SUMMARY OF PRODUCT CHARACTERISTICS
1. NAME OF THE MEDICINAL PRODUCT
GAMMA anty-HBs 200, 200 IU/ml
solution for injection
2. QUALITATIVE AND QUANTITATIVE COMPOSITION
Human hepatitis B immunoglobulin
1 ml of the solution contains human protein not less than 100 mg, of which at least 85% is immunoglobulin G (IgG) with anti-HBs antibody content 200 IU
The product is manufactured from human donor serum.
For the full list of excipients, see section 6.1.
3. PHARMACEUTICAL FORM
Solution for injection
Clear or slightly opalescent solution.
4. CLINICAL PARTICULARS
4.1 Therapeutic indications
Immunoprophylaxis of hepatitis B.
in neonates of mothers who are hepatitis B virus carriers.
in children with body mass of up to 50 kg especially exposed to HBV infection at the hospital.
4.2 Posology and method of administration
GAMMA anty-HBs 200 is administered to: neonates whose mothers had hepatitis B infection during pregnancy or are HBs antigen carriers are administered 200 IU no later than up to 12 hours after birth,
neonates who were not vaccinated against hepatitis B; 1 month since the first dose (200 IU) the second dose of 200 IU is administered,
3) children with body mass of up to 50 kg are administered the product according to the following regimen:
neonates, infants and children with body mass of up to 10 kg are administered 200 IU (contents of 1 ampoule),
children with body mass of 10 kg to 20 kg are administered 400 IU (contents of 2 ampoules),
children with body mass of 20 kg to 30 kg are administered 600 IU (contents of 3 ampoules),
children with body mass of 30 kg to 50 kg are administered 800 IU (contents of 4 ampoules).
In case of child’s long-term stay at the hospital the dose is repeated every 3-4 weeks.
In all these situations, vaccination against hepatitis B virus is highly recommended.
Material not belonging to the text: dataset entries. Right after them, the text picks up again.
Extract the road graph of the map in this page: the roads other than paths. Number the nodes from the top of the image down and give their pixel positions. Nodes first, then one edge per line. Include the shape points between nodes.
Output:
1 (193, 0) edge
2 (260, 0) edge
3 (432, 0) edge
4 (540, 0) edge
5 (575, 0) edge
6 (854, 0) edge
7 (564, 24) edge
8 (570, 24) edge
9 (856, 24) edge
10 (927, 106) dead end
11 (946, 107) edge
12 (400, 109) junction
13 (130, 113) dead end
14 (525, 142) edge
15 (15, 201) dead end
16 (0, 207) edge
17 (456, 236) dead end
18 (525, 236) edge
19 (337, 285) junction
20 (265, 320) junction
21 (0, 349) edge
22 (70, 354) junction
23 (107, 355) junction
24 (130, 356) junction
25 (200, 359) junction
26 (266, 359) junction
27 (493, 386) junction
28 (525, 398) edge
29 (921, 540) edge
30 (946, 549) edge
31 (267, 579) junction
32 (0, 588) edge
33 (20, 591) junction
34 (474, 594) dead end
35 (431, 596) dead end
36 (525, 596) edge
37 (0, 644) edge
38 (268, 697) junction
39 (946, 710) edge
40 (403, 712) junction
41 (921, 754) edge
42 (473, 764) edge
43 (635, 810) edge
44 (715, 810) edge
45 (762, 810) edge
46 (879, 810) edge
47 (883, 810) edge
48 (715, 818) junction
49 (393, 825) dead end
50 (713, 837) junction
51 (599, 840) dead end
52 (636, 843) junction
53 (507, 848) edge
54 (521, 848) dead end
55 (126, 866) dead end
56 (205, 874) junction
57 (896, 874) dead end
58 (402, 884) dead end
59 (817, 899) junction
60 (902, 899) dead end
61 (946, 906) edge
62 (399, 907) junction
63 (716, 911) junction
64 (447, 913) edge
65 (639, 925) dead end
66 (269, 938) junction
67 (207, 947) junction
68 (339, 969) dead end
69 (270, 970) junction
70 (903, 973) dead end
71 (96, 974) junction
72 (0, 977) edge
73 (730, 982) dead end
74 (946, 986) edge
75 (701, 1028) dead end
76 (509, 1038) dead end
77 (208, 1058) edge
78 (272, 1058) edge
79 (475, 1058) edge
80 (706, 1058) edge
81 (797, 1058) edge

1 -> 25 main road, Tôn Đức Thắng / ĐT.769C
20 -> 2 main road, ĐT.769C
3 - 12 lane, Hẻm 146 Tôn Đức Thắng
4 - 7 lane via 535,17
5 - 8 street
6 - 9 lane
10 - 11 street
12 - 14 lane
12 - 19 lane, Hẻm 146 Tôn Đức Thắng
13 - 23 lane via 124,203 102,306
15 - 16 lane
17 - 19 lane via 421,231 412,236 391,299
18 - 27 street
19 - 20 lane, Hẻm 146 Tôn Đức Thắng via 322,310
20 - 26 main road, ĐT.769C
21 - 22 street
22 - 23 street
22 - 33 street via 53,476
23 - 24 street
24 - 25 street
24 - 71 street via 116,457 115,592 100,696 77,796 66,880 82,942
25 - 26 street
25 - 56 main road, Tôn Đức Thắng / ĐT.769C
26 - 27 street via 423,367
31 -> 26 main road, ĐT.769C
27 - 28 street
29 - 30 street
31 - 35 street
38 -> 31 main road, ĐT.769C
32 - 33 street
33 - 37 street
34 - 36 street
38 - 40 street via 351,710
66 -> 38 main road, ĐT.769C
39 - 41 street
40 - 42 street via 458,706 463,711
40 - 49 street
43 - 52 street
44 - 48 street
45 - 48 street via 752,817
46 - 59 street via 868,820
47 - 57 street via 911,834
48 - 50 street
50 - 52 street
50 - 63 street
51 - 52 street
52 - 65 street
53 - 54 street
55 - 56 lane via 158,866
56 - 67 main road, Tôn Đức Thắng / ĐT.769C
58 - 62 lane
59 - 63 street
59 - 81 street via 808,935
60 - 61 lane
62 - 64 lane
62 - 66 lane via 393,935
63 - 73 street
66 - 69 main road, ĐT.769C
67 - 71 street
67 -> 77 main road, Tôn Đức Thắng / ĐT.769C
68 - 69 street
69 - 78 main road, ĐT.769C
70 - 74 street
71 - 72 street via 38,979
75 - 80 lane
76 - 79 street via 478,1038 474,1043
The first vaccine dose can be injected the same day as human hepatitis B immunoglobulin, however in different sites.
In subjects who did not show an immune response (no measurable hepatitis B antibodies) after vaccination, and for whom continuous prevention is necessary, administration of 500 IU to adults and 8 IU/kg to children every 2 months can be considered; a minimum protective antibody titre is considered to be 10 IU/mL.
Method of administration
GAMMA anty-HBs 200 should be administered via the intramuscular route.
If dose higher than 400 IU (contents of more than 2 ampoules) is used, the product should be administered intramuscularly in different parts of the body in divided doses.
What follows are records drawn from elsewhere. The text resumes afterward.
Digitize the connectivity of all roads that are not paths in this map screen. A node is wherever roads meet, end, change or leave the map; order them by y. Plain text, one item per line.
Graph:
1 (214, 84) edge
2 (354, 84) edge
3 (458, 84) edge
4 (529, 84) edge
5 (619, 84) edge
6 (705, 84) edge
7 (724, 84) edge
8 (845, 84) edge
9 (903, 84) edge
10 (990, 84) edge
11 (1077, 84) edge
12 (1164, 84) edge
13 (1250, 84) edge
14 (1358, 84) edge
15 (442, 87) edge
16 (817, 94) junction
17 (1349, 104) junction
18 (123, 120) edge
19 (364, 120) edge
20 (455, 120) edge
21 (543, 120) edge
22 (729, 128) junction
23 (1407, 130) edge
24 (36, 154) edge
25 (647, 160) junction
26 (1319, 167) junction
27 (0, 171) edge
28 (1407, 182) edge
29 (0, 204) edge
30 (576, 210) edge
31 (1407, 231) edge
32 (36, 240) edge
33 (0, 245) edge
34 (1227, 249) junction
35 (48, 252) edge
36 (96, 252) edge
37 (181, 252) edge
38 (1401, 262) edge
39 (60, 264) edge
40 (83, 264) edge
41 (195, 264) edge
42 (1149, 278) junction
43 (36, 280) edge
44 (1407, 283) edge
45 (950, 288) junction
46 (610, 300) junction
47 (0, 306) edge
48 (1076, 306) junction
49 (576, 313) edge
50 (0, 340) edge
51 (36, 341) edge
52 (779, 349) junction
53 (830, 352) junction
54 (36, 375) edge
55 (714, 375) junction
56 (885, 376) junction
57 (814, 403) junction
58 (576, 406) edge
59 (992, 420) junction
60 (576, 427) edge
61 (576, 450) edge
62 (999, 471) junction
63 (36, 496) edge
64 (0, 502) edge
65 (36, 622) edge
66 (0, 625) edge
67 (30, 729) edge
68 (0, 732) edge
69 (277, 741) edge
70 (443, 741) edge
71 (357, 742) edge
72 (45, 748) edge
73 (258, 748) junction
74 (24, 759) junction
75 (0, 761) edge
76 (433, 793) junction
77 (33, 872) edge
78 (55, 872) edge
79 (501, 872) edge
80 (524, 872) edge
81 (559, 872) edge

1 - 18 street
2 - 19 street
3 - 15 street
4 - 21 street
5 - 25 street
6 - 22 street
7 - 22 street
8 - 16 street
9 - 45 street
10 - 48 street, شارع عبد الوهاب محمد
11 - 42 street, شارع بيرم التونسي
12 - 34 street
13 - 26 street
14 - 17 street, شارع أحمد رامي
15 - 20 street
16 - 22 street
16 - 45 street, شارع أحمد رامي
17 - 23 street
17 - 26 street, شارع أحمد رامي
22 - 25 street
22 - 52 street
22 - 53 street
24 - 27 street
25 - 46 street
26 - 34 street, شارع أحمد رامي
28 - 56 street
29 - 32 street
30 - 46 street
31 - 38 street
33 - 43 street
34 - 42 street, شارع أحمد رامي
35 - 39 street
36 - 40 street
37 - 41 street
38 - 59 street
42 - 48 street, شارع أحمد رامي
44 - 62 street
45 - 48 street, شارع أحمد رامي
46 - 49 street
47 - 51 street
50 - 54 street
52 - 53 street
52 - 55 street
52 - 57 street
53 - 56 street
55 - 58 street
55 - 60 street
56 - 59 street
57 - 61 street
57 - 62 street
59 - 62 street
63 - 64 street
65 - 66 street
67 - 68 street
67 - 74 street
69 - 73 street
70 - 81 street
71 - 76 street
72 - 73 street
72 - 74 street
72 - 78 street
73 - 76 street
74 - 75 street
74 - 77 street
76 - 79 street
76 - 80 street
When simultaneous vaccination is necessary, the immunoglobulin and the vaccine should be administered at two different sites.
If intramuscular administration is contraindicated (bleeding disorders), the injection can be administered subcutaneously if no intravenous product is available. However, it should be noted there are no clinical data regarding efficacy of the subcutaneous administration of GAMMA anty-HBs 200.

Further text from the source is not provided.